» **ACTIVITY**:
Across the entries that follow, how many lines have the word "mouth" in them? Give only the number.

Saved entries:
|---|

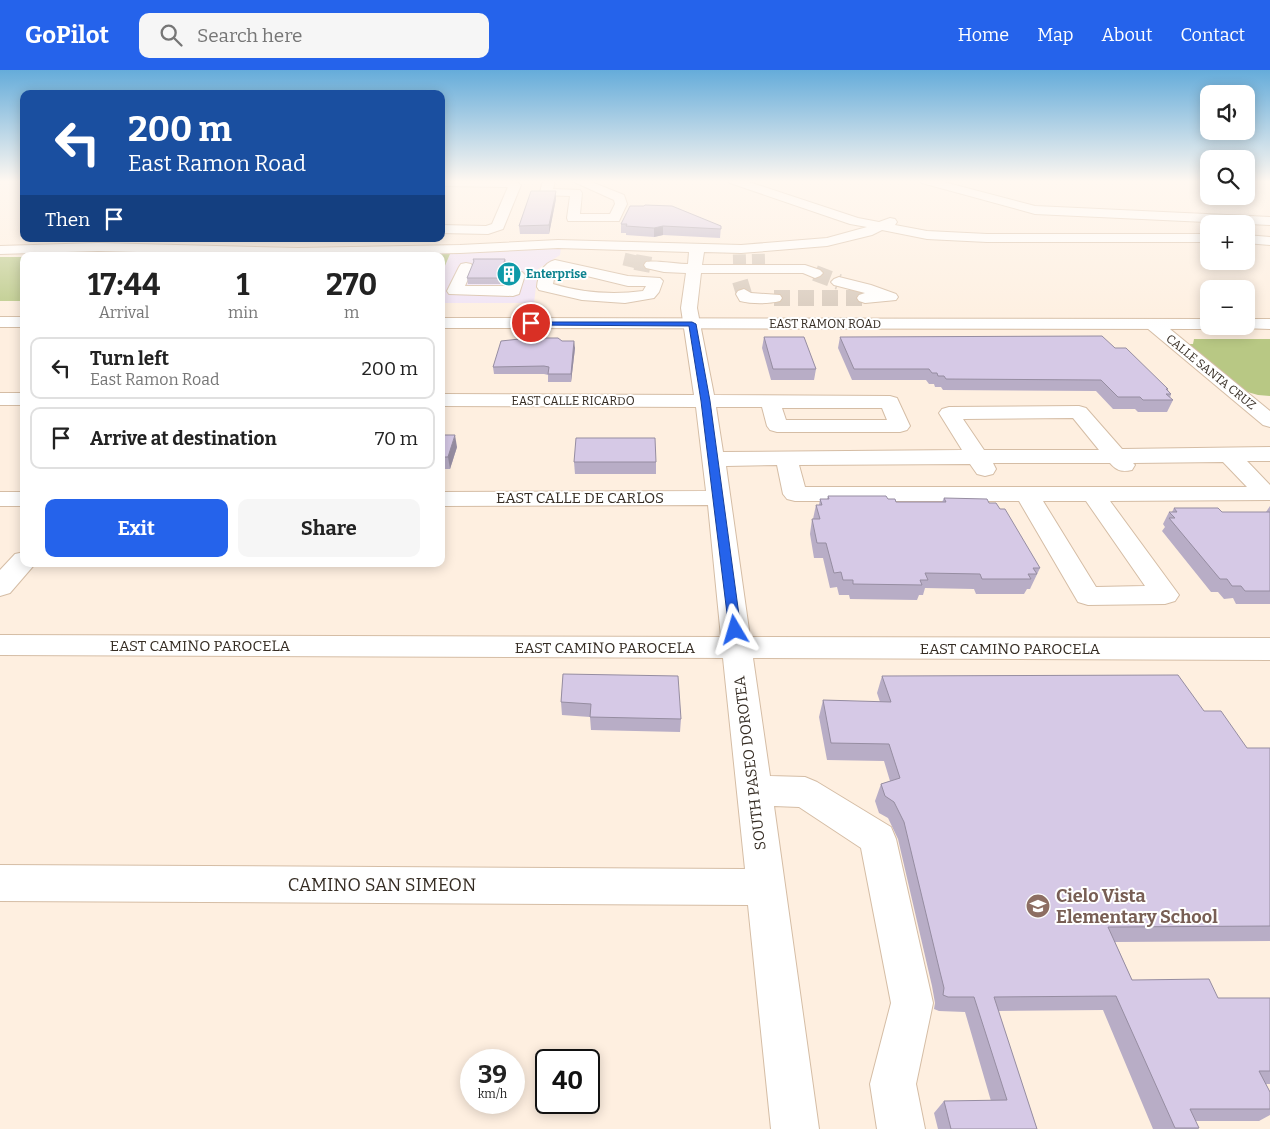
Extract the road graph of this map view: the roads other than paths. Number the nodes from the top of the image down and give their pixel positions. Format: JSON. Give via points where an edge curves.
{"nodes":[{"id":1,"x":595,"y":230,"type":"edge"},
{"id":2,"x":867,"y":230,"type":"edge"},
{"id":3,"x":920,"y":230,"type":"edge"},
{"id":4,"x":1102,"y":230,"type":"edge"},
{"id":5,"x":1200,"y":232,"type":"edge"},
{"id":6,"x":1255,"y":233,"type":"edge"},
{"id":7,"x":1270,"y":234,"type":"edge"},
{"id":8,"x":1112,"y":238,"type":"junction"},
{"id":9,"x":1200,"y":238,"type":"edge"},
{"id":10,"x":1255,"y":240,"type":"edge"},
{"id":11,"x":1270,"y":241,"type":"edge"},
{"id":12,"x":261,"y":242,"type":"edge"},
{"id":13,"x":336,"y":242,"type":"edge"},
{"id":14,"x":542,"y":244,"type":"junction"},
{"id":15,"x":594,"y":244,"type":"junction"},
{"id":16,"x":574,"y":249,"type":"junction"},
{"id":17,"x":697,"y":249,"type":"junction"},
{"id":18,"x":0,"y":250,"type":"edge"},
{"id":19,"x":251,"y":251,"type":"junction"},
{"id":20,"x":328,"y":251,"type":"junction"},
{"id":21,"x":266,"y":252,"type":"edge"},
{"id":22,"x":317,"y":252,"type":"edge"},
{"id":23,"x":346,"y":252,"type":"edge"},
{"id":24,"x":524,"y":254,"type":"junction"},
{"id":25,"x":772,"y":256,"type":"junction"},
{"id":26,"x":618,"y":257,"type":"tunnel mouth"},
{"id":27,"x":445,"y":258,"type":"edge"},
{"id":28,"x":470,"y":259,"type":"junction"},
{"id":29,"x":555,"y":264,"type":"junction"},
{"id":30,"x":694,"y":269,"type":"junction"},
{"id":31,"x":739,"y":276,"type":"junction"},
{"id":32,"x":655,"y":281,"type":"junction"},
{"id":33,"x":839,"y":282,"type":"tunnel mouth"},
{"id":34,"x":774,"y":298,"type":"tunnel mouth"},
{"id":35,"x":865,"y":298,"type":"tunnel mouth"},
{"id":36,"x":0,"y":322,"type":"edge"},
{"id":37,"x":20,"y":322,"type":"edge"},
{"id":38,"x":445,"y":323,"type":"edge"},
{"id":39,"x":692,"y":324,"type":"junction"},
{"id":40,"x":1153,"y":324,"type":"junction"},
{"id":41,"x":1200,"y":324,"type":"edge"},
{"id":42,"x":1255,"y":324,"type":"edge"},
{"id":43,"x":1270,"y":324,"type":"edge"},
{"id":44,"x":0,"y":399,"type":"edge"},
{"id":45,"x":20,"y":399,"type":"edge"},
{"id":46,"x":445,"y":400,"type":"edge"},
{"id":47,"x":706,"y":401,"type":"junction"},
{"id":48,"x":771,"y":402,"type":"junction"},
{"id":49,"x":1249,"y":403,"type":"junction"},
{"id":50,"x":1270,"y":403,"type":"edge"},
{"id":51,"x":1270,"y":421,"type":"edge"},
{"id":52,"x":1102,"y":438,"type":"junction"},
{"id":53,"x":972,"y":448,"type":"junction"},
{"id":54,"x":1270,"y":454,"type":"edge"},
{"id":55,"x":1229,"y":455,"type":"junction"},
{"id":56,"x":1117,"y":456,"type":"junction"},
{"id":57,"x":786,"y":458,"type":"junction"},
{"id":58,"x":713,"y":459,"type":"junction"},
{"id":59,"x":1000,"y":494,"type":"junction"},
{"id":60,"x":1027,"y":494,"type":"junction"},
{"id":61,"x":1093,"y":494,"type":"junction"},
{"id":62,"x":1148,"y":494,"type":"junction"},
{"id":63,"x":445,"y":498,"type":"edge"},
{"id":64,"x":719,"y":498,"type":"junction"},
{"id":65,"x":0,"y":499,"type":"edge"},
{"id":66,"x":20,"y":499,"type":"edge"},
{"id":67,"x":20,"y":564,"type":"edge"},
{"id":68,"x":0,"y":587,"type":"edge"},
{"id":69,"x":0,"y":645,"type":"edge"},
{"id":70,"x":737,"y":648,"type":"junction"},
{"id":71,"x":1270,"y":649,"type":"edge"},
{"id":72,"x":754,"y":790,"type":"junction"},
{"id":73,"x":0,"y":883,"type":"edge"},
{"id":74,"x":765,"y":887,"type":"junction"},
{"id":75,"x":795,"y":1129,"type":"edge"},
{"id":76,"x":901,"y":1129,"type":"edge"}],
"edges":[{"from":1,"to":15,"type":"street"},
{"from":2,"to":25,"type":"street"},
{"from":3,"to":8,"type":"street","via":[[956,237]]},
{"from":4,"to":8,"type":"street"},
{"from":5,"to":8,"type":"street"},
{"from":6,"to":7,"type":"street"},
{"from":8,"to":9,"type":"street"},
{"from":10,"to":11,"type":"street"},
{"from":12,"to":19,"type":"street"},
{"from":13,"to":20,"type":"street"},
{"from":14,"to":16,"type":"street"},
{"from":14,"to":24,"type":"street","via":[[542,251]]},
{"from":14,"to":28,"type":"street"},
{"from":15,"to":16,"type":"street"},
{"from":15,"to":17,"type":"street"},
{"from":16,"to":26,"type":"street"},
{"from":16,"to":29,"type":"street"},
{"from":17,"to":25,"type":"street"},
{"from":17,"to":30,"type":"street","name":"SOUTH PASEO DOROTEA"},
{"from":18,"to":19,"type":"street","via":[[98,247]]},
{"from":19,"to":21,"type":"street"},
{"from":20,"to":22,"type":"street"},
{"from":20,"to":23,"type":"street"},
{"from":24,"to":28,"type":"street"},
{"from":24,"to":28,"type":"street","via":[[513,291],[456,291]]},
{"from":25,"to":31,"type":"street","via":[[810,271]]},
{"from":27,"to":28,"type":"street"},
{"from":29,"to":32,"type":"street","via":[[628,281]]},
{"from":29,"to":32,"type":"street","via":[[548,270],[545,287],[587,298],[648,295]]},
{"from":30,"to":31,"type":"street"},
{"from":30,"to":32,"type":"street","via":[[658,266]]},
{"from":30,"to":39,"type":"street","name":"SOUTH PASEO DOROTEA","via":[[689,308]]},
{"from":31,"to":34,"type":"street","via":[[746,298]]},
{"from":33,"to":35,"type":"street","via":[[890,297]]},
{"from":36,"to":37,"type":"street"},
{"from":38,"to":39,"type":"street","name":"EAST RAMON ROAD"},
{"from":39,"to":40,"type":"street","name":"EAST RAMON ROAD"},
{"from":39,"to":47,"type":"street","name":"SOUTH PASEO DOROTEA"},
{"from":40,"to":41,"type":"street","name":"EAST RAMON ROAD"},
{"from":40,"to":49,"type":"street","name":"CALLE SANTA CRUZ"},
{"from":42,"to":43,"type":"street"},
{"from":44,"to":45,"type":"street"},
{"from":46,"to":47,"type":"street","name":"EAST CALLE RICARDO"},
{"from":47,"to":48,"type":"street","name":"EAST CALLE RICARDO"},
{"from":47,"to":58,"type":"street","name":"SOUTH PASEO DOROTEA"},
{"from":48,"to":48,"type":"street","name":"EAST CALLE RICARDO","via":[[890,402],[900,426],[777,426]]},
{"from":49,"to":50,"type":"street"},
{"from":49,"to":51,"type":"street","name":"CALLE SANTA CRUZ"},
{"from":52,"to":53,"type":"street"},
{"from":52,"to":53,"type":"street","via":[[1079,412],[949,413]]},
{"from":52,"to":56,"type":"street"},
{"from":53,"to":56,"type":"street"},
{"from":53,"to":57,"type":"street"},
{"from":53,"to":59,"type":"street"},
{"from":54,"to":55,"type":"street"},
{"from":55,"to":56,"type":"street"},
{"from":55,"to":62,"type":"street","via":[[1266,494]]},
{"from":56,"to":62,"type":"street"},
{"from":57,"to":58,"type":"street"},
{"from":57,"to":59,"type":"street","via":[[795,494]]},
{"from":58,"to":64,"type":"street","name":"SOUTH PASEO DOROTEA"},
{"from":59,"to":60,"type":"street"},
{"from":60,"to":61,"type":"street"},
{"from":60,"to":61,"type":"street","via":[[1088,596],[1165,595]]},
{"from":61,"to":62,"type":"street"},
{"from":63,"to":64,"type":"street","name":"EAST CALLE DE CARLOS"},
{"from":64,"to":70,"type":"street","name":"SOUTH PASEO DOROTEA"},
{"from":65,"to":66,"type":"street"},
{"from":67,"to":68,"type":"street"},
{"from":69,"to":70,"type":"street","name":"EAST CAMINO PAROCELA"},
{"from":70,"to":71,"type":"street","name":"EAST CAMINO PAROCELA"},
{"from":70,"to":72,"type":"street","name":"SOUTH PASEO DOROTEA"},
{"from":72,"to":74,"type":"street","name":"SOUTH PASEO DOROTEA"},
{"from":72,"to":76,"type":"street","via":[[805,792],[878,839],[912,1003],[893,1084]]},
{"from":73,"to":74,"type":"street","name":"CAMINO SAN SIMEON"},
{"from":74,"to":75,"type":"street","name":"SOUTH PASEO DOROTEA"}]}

|---|

» **YOUR SOLUTION**:
4